- _EXERCISE_
Could you copy each line of the listing that holds "Strada"?

- _PROVIDED MATERIAL_

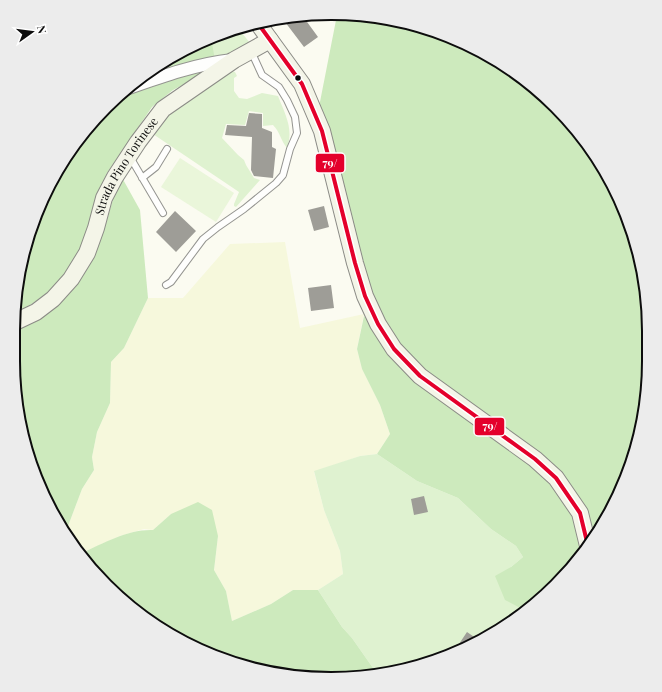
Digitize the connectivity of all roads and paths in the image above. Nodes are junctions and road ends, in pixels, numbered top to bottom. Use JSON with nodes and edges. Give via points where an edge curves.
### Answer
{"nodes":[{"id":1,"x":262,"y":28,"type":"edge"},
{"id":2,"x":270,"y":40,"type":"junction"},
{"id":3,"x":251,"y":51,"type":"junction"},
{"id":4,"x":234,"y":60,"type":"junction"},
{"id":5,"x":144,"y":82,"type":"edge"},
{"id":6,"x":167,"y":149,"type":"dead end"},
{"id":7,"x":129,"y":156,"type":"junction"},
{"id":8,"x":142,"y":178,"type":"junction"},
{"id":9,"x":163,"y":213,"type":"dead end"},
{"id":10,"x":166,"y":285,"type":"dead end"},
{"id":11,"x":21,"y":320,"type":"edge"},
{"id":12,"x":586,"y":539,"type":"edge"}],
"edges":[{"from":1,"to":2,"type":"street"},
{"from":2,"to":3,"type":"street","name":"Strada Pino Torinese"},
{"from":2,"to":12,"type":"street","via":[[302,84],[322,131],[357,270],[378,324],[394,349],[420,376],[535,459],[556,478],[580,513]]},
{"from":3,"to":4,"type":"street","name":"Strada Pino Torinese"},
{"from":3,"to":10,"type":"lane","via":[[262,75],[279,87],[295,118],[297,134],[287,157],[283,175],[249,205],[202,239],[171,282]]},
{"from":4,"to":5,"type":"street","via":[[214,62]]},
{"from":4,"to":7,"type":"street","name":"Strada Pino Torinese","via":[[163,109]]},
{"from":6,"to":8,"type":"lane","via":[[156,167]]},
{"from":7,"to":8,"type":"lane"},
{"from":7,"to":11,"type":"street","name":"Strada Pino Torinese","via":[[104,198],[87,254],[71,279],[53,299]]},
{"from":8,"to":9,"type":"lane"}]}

- _RESPONSE AREA_
{"from":2,"to":3,"type":"street","name":"Strada Pino Torinese"},
{"from":3,"to":4,"type":"street","name":"Strada Pino Torinese"},
{"from":4,"to":7,"type":"street","name":"Strada Pino Torinese","via":[[163,109]]},
{"from":7,"to":11,"type":"street","name":"Strada Pino Torinese","via":[[104,198],[87,254],[71,279],[53,299]]},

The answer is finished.